Need advice on starting a Python group
Jean-Michel Pichavant
jeanmichel at sequans.com
Fri Mar 12 07:51:43 EST 2010
News123 wrote:
> Jonathan Gardner wrote:
>>> On Thu, Mar 11, 2010 at 6:57 AM, gb345 <gb345 at invalid.com> wrote:
>>>>> And even when we've had volunteers, hardly anyone shows up!
>>>>>> Any suggestions would be appreciated.
>>>>>>>> Two things: One, only you and your friend really care. Let that sink
>> in. No one is going to carry the group but you two, at least
>> initially.
>>>> Two, there's a lot of people at movie theaters and the county fair.
>> Why? Because it is interesting and fun. Scientists work the same way.
>> Yes, a lot of people are interested in Python. Why don't you do a bit
>> of snooping around and see what people want to know about?

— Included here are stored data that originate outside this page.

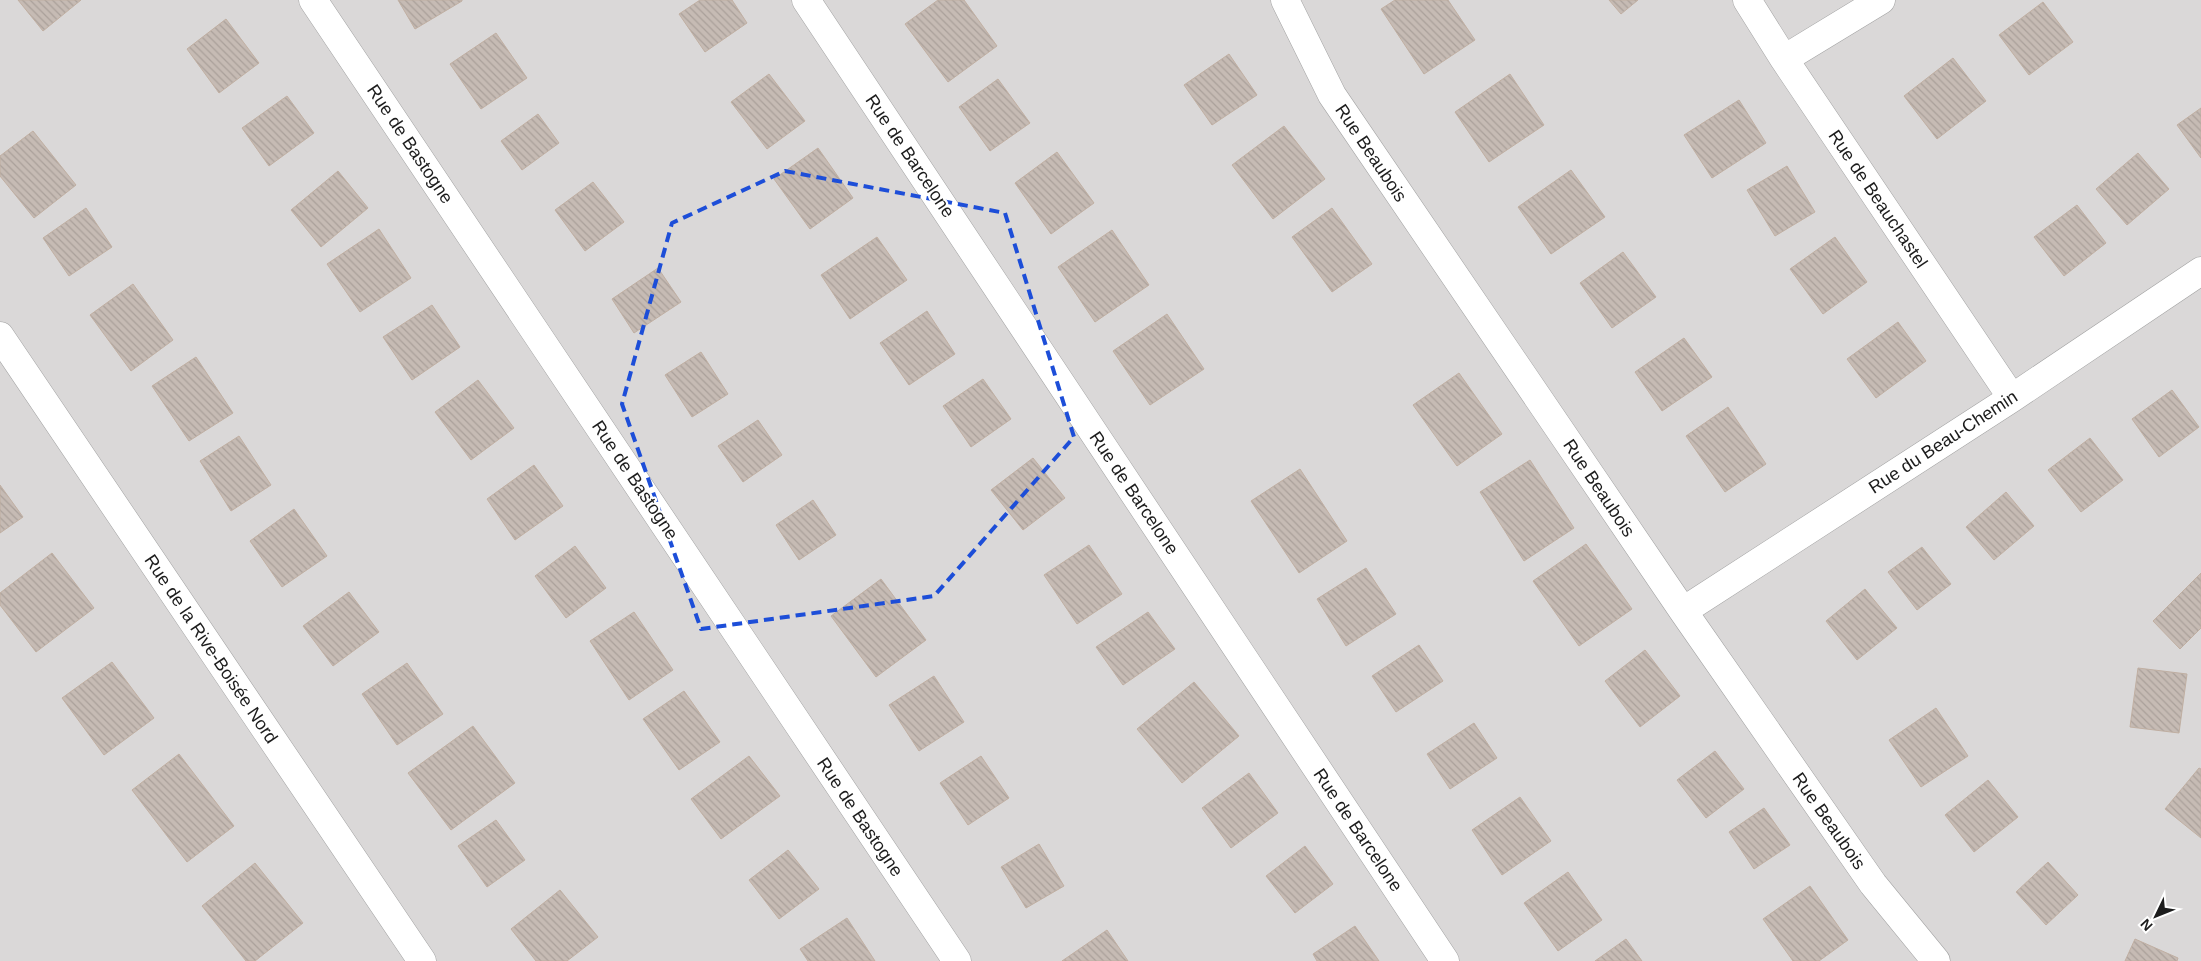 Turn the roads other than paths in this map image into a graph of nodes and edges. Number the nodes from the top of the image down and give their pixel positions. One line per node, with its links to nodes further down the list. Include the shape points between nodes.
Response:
1 (313, 0): 12 (street, Rue de Bastogne)
2 (806, 0): 13 (street, Rue de Barcelone)
3 (1285, 0): 10 (street, Rue Beaubois, via 1332,95)
4 (1747, 0): 6 (street, Rue de Beauchastel)
5 (1881, 0): 6 (street)
6 (1784, 59): 9 (street, Rue de Beauchastel)
7 (2201, 271): 9 (street, Rue du Beau-Chemin)
8 (0, 336): 11 (street, Rue de la Rive-Boisée Nord)
9 (2012, 398): 10 (street, Rue du Beau-Chemin)
10 (1683, 611): 14 (street, Rue Beaubois, via 1873,884)
11 (422, 961)
12 (957, 961)
13 (1445, 961)
14 (1936, 961) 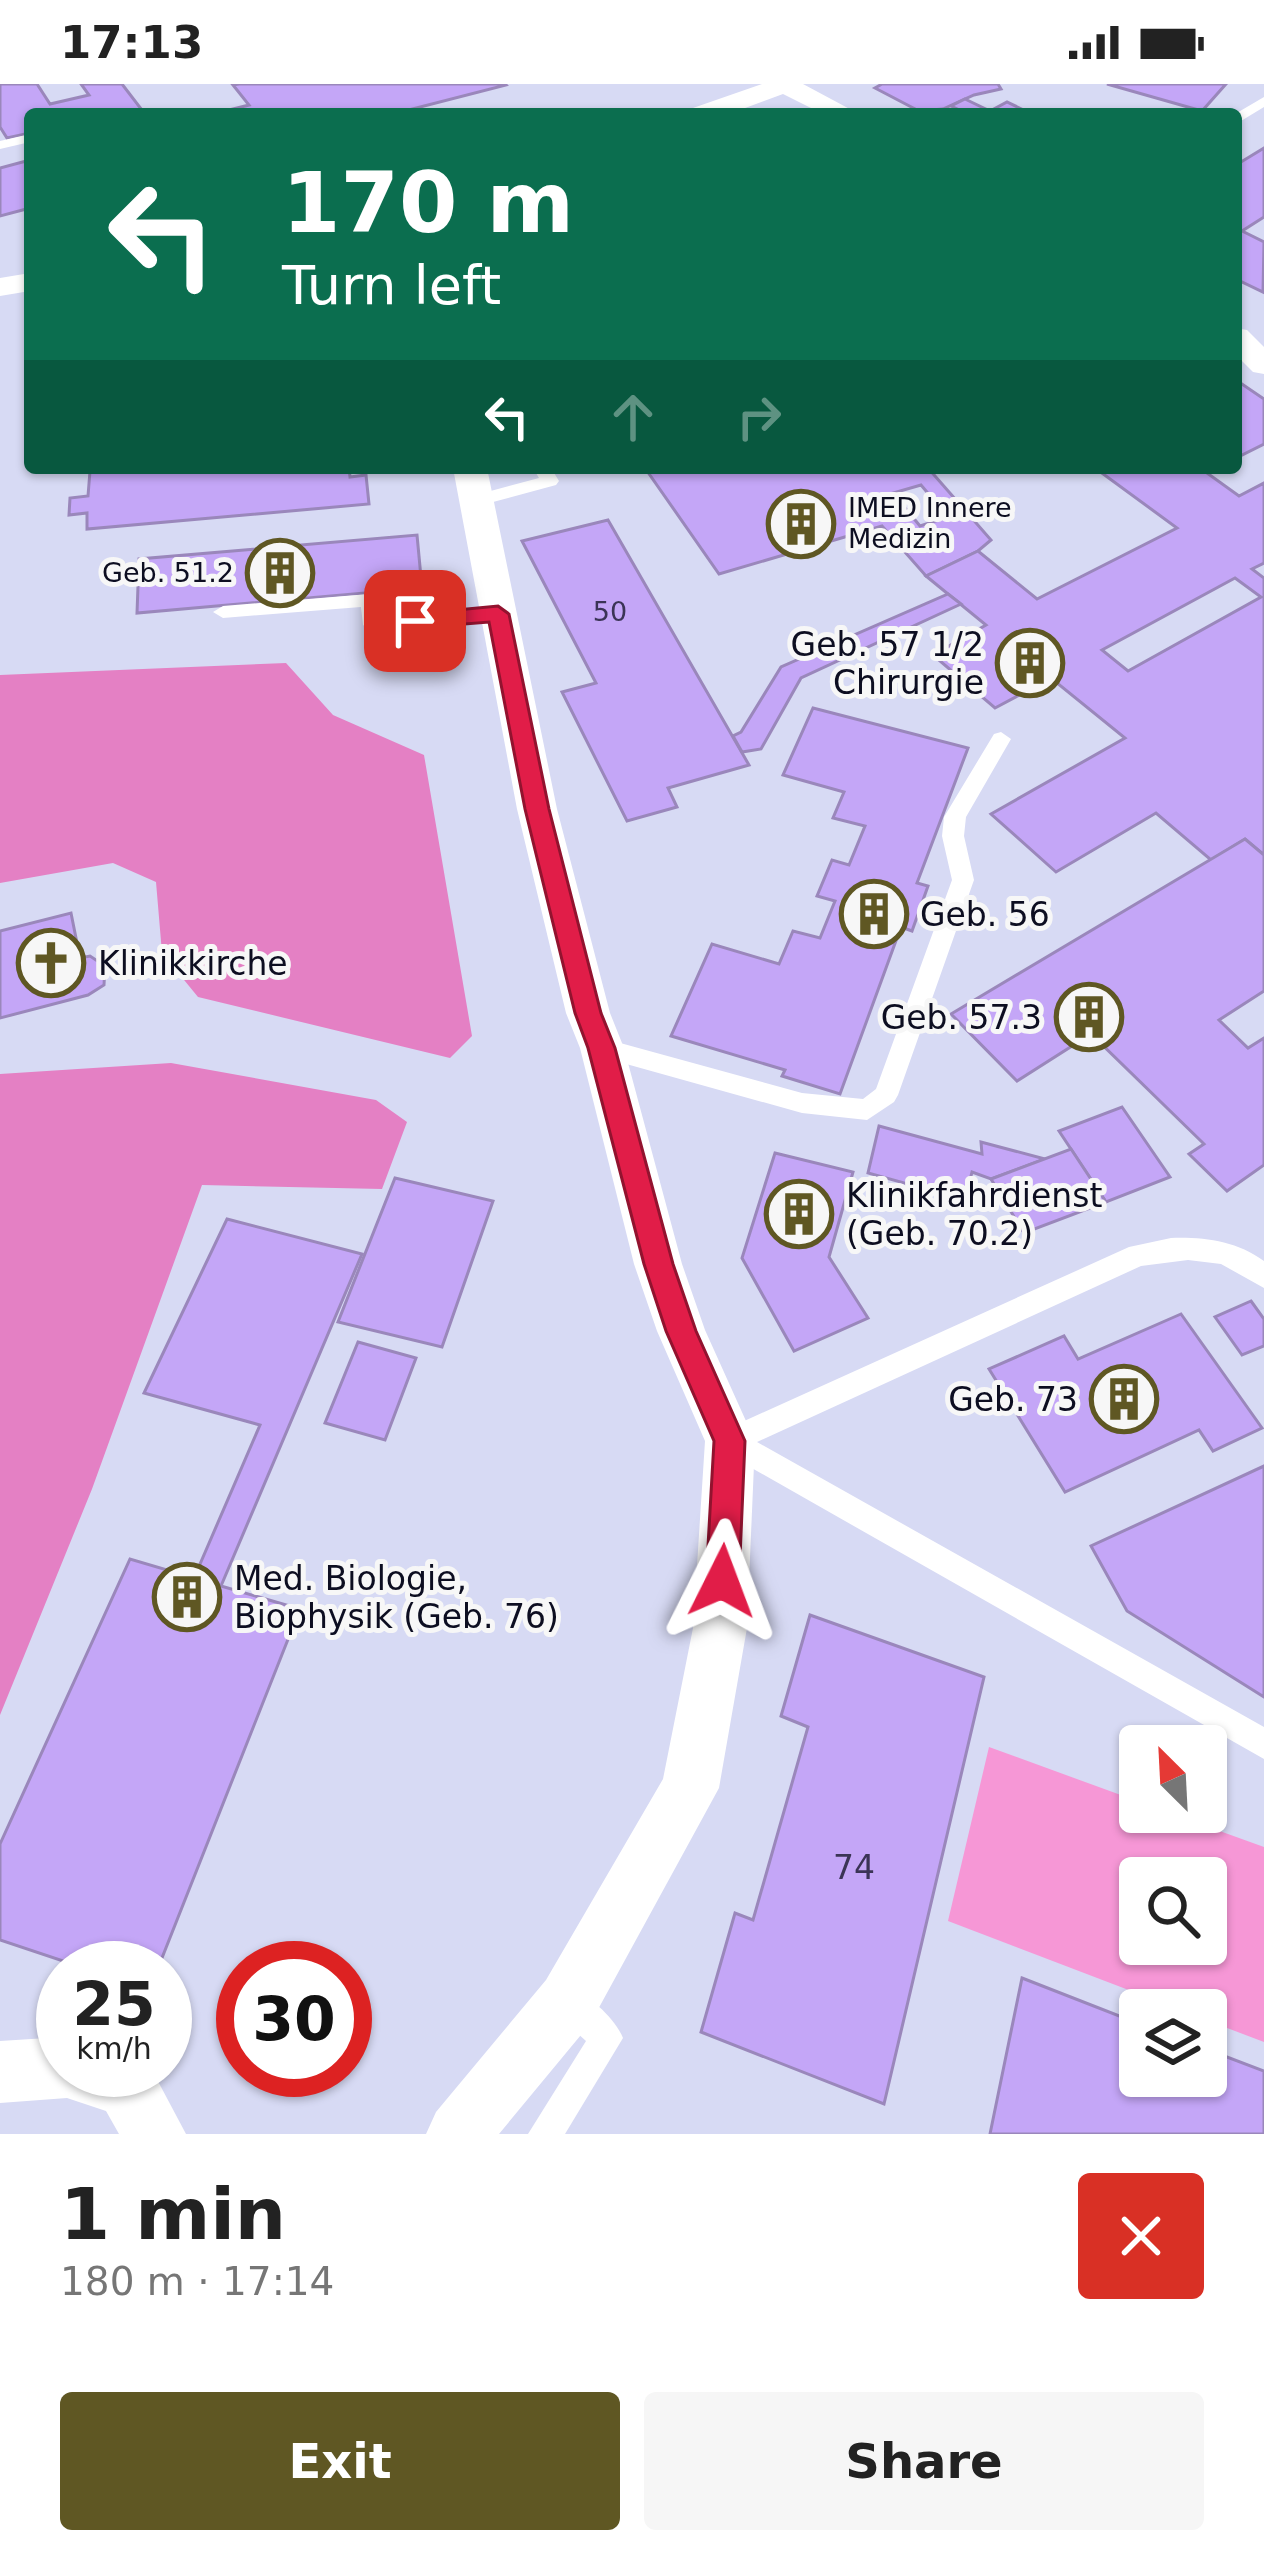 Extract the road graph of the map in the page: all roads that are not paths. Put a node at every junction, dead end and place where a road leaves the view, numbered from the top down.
1 (793, 86) edge
2 (722, 108) edge
3 (834, 108) edge
4 (546, 474) edge
5 (476, 496) edge
6 (223, 612) dead end
7 (498, 614) junction
8 (1001, 739) dead end
9 (602, 1048) junction
10 (1264, 1276) edge
11 (730, 1441) junction
12 (1264, 1744) edge
13 (568, 2002) junction
14 (36, 2070) edge
15 (0, 2072) edge
16 (133, 2097) edge
17 (154, 2134) edge
18 (458, 2134) edge
19 (544, 2134) edge

1 - 2 street
1 - 3 street
4 - 5 lane
5 - 7 street
6 - 7 lane
7 - 9 street
8 - 9 lane
9 - 11 street
10 - 11 lane
11 - 12 lane
11 - 13 street
13 - 18 street
13 - 19 lane
14 - 15 street
16 - 17 street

>>>> Let me give some examples:
>>>> * Interactive numeric programming with Python
>> * Rapid website development with Pylons (Trust me, everyone wants to
>> make a website.) Show how you are showing off data from one of your
>> experiments of projects and how easy it is to organize and manage
>> data.
>> * How you used Python on your latest and greatest project
>>>> Don't expect the audience to participate, except to show up and ask questions.
>>>> If you want to build a Python support group, then form an informal
>> group with your friends. Start a public mailing list and offer Python
>> advice and support for free. Integrate whatever code your org has with
>> Python, and manage and maintain that code so others can use it.
>>>> Finally, advertise. The more people see "Python", the more they will
>> be interested. Coca-cola and Pepsi are really good at this!
>>>>>>> attendance will be very low and be sure nobody cares to check whether
> anything happened on this group.
>> My suggestion is:
>>> I'd suggest to setup a group, to which one can subscribe with mail
> notification and for all the old ones perhaps even via nntp ;-) and of
> course via a web front end (though I personally hate web groups)
>> Afterwards you can 'friendly-fore-subscribe' some collegues. ;-)
> Just talk about your new cool group during lunch, etc.
>> Be sure, that most will be to lazy to unsuscribe.
>> Start discussing interesting topics on this group and then . . .
> maybe others start joining. maybo nobody cares and you have just to
> accept it.
>> bye
>>> N
>Python is not interesting enough by itself to grab students attention.
It's just a tool to solve some technical problems.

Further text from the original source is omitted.